Isn't supposed to be equal opportunity access?
jimbow8   04-28-2005, 09:44 PM
#17
Annice Burdeos Wrote:Isn't supposed to be equal opportunity access?
I agree with Sam on this one. I don't think reporters of either gender should be allowed in locker rooms of players of either gender. Period. Use a press room.

The most merciful thing in the world, I think, is the inability of the human mind to correlate all its contents. ... The piecing together of dissociated knowledge will open up such terrifying vistas of reality, and of our frightful position therein, that we shall either go mad from the revelation or flee from the light into the peace and safety of a new dark age.
~ Howard Phillips Lovecraft
Auskar   04-29-2005, 03:09 AM
#18
I agree about the CPR scenes on television.
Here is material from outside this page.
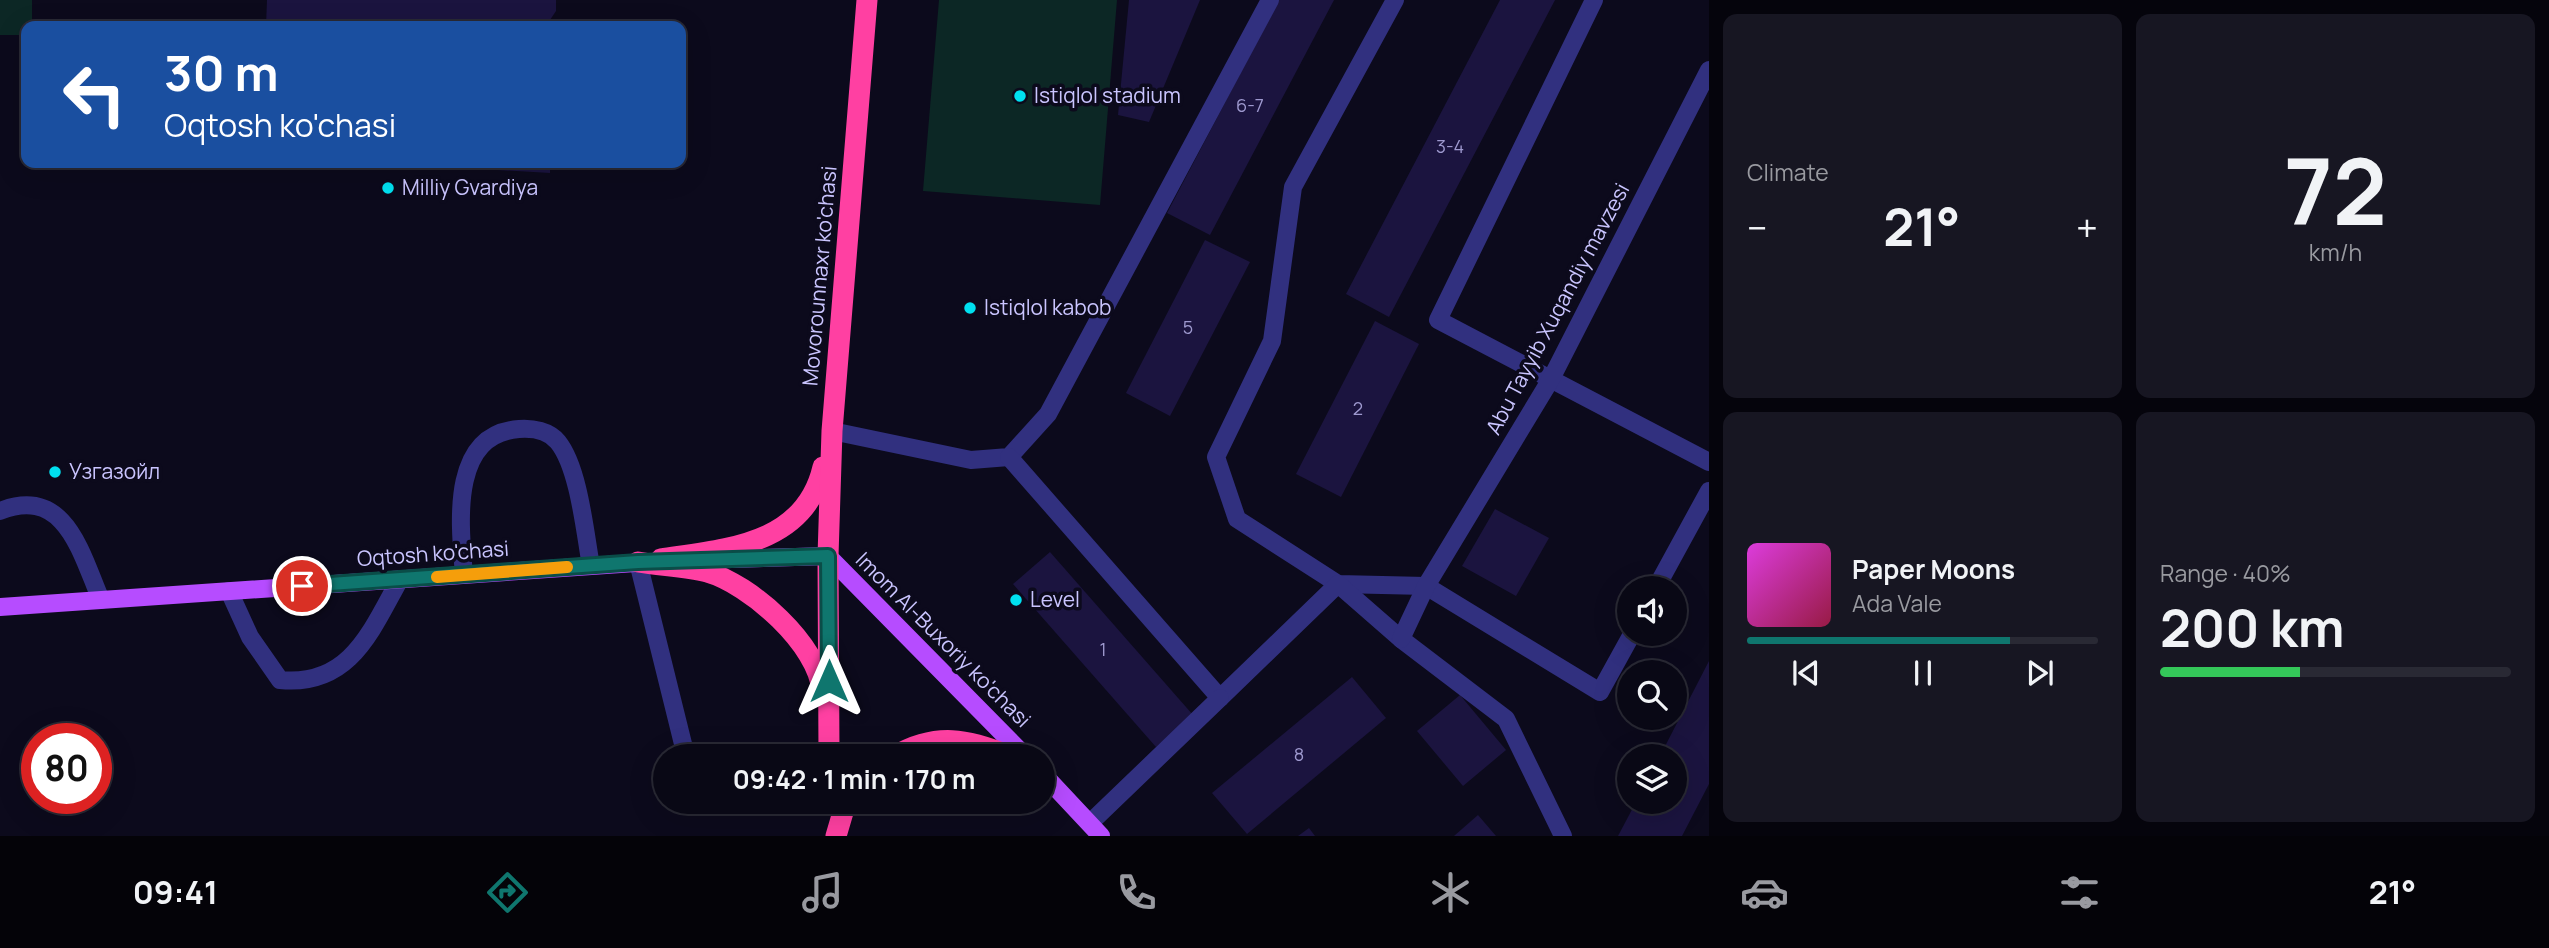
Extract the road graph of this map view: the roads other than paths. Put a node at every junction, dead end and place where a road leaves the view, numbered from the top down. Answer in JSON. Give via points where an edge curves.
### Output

Rarely does it look even half real.

Also, on "CSI: Miami" there was an episode about some stolen SA7's (which are shoulder-fired anti-aircraft weapons with a range of approximately two miles). The main plot twist (and how they caught the bad guy) was because he had a bruise around one eye where the "recoil" of the weapon came back and punched him in the face.
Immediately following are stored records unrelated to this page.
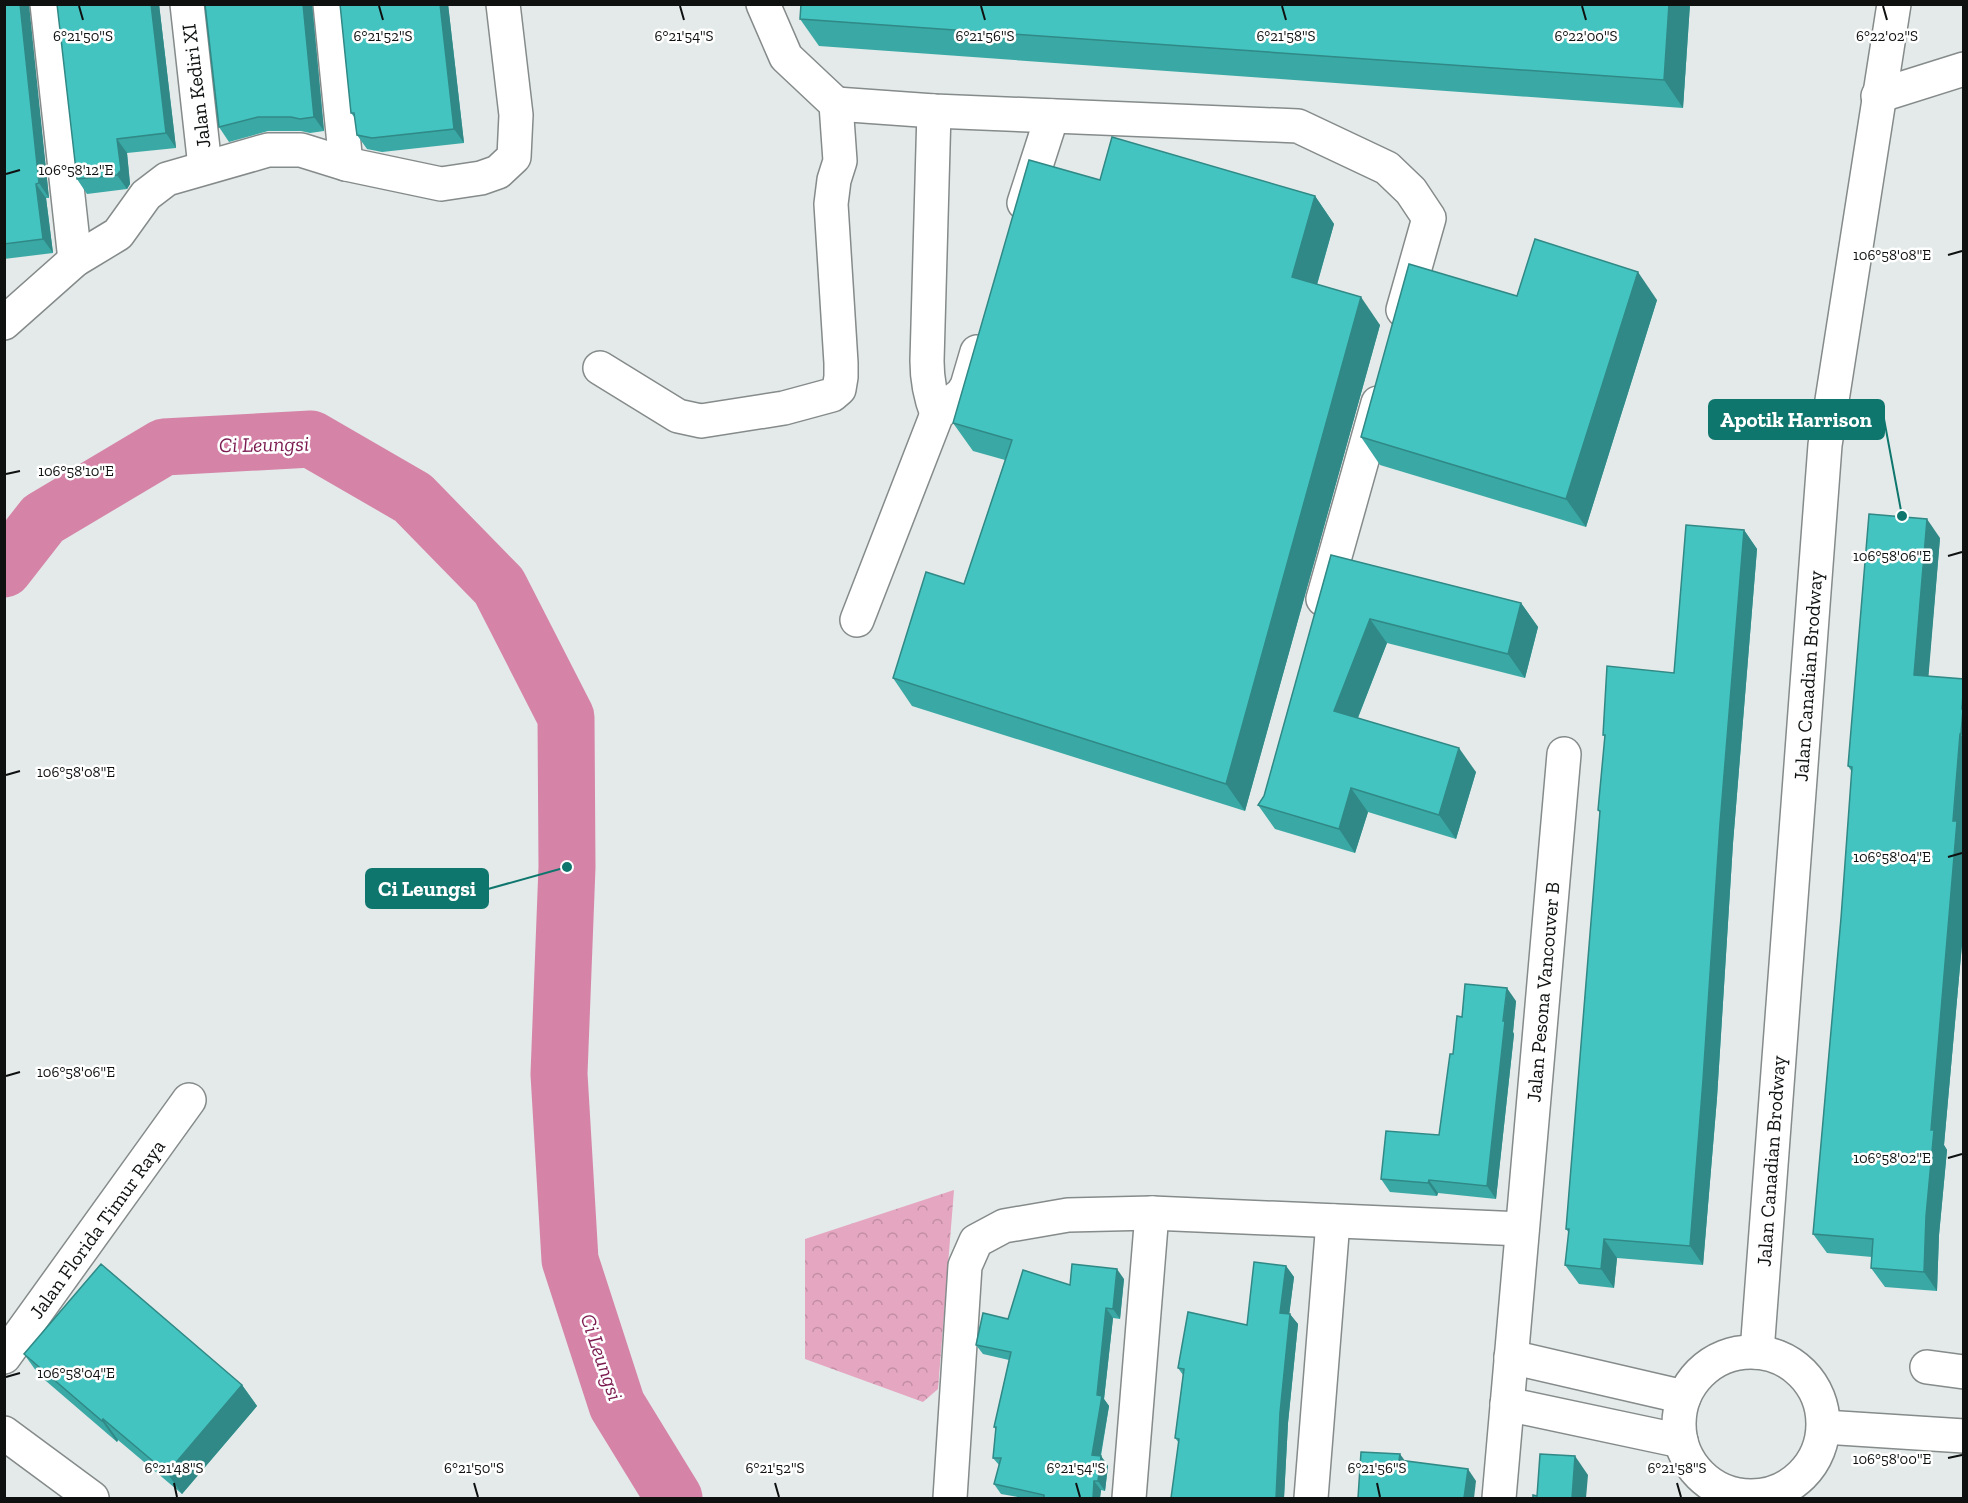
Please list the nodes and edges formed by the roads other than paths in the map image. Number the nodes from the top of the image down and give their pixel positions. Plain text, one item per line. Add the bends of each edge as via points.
1 (47, 4) edge
2 (187, 4) edge
3 (330, 4) edge
4 (503, 4) edge
5 (763, 4) edge
6 (1893, 4) edge
7 (1964, 69) edge
8 (1878, 96) junction
9 (836, 104) junction
10 (934, 111) junction
11 (1052, 116) junction
12 (346, 164) junction
13 (205, 167) junction
14 (1016, 228) edge
15 (75, 260) junction
16 (4, 323) edge
17 (985, 326) edge
18 (1397, 333) edge
19 (600, 368) dead end
20 (1384, 379) edge
21 (937, 414) junction
22 (857, 620) dead end
23 (1314, 631) edge
24 (1564, 754) dead end
25 (189, 1101) dead end
26 (1152, 1213) junction
27 (1333, 1221) junction
28 (1522, 1229) junction
29 (1757, 1352) junction
30 (4, 1357) edge
31 (1511, 1357) junction
32 (1927, 1367) dead end
33 (1964, 1372) edge
34 (1684, 1397) junction
35 (1507, 1404) junction
36 (1824, 1426) junction
37 (4, 1433) edge
38 (1964, 1436) edge
39 (1681, 1441) junction
40 (1746, 1497) edge
41 (92, 1498) edge
42 (950, 1498) edge
43 (1129, 1498) edge
44 (1311, 1498) edge
45 (1499, 1498) edge

1 - 15 street
2 - 13 street, Jalan Kediri XI
3 - 12 street
4 - 12 street via 516,115 514,157 498,172 441,184
5 - 9 street via 786,57
6 - 8 street, Jalan Canadian Brodway
7 - 8 street
8 - 29 street, Jalan Canadian Brodway via 1825,445
9 - 10 street
9 - 19 street via 840,161 831,204 839,389 832,395 784,408 701,421 678,416
10 - 11 street
10 - 21 street via 927,381
11 - 14 street
11 - 18 street via 1298,126 1387,168 1411,191 1429,218
12 - 13 street via 301,150 268,150
13 - 15 street via 167,178 146,195 118,234
15 - 16 street
17 - 21 street via 967,386
20 - 23 street
21 - 22 street
24 - 28 street, Jalan Pesona Vancouver B
25 - 30 street, Jalan Florida Timur Raya
26 - 27 street
26 - 42 street via 1068,1215 1004,1226 976,1242 965,1266
26 - 43 street
27 - 28 street
27 - 44 street
28 - 31 street, Jalan Pesona Vancouver B
29 - 34 street via 1734,1354 1713,1362 1696,1377
29 - 36 street via 1778,1357 1797,1368 1812,1385
31 - 34 street
31 - 35 street, Jalan Pesona Vancouver B
32 - 33 street
34 - 39 street via 1679,1419
35 - 39 street
35 - 45 street, Jalan Pesona Vancouver B
36 - 38 street
36 - 40 street via 1819,1449 1791,1485 1770,1495
37 - 41 street
39 - 40 street via 1690,1462 1705,1480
The SA7 is a rocket. Rockets have a backblast, but no recoil.
The Mad American   04-29-2005, 01:59 PM
#19
fpw Wrote:Well...the part about the contamination might be true, and might not.

But I remember my first look at my medical school cadaver...The pale flesh, the formaldehyde stink...almost hurled. A month later I was sipping a coke and munching Cheetos as I dissected.

We're an amazingly adaptable species. We can get used to just about anything.


I can just see it now.

Detective: "Got anything for us to go on in this murder doc?"
ME: "Well, we are still working on it but one thing we are certain of is the killer must have liked Cheetos due to the presence of orange Cheetos dust on all the wounds......."

Hehe.

I agree with the adaptable thing and you would have far more expertise on the process of Medical examinations just was pointing out how overdone that cliche is in movies/TV.

"No other success can compensate for failure in the home." D.O. McKay

"Never raise your hand to your kids. It leaves your groin unprotected."
~ Red Buttons

Too literal? I'm sorry you feel I have a Literal Agenda!


Lisa   04-29-2005, 02:44 PM
#20
Auskar Wrote:Also, on "CSI: Miami" there was an episode about some stolen SA7's (which are shoulder-fired anti-aircraft weapons with a range of approximately two miles). The main plot twist (and how they caught the bad guy) was because he had a bruise around one eye where the "recoil" of the weapon came back and punched him in the face.

Auskar, CSI: Miami is a COMEDY. Don't tell me it's not because I won't believe you.

"Thiiiiiis... looks like a... MURRRRRR-derrrr."